What to produce
Each line that includes the word "DRIVE" should be copied from the records.

Data records
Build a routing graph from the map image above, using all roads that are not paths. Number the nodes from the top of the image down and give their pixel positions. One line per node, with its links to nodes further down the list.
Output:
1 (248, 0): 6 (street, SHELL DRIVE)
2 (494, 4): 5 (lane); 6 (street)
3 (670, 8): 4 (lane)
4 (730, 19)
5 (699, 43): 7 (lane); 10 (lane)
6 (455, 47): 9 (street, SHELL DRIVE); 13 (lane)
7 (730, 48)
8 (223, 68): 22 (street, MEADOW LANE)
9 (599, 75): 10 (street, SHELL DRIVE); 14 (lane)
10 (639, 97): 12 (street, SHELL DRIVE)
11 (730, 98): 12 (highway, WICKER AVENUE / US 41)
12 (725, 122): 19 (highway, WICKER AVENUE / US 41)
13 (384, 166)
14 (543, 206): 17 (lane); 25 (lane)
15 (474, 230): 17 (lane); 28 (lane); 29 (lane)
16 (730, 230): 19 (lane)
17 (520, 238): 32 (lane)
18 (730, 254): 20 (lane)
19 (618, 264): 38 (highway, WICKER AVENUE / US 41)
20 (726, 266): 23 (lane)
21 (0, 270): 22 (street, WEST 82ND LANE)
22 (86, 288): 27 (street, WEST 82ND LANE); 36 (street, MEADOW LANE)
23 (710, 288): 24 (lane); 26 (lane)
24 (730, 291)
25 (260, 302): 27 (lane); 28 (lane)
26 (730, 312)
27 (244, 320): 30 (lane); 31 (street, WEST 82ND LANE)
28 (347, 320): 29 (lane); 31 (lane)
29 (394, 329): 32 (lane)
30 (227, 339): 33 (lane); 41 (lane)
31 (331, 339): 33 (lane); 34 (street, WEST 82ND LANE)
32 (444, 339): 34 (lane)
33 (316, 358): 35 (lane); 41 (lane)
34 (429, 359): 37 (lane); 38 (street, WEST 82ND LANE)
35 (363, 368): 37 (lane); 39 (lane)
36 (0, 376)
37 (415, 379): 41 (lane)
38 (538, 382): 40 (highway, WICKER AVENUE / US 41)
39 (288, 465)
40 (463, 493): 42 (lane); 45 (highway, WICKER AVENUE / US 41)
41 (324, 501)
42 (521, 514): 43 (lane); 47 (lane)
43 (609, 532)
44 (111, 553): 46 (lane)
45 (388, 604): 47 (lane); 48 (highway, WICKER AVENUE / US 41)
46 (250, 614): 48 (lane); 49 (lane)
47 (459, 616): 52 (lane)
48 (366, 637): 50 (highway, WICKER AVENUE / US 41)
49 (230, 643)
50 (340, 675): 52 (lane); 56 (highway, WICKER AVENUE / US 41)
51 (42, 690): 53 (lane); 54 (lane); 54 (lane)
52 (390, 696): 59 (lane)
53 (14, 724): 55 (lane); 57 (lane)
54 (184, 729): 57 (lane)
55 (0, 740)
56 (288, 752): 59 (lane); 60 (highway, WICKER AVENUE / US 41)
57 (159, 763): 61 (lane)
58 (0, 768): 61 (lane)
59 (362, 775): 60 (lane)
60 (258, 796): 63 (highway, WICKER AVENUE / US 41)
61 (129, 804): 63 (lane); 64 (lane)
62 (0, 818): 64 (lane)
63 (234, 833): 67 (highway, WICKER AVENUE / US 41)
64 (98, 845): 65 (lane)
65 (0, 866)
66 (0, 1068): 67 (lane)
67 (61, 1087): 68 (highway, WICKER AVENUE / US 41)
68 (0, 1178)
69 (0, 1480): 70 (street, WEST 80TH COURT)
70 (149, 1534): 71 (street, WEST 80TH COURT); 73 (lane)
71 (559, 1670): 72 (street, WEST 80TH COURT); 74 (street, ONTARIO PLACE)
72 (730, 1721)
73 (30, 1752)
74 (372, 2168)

Task result
1 (248, 0): 6 (street, SHELL DRIVE)
6 (455, 47): 9 (street, SHELL DRIVE); 13 (lane)
9 (599, 75): 10 (street, SHELL DRIVE); 14 (lane)
10 (639, 97): 12 (street, SHELL DRIVE)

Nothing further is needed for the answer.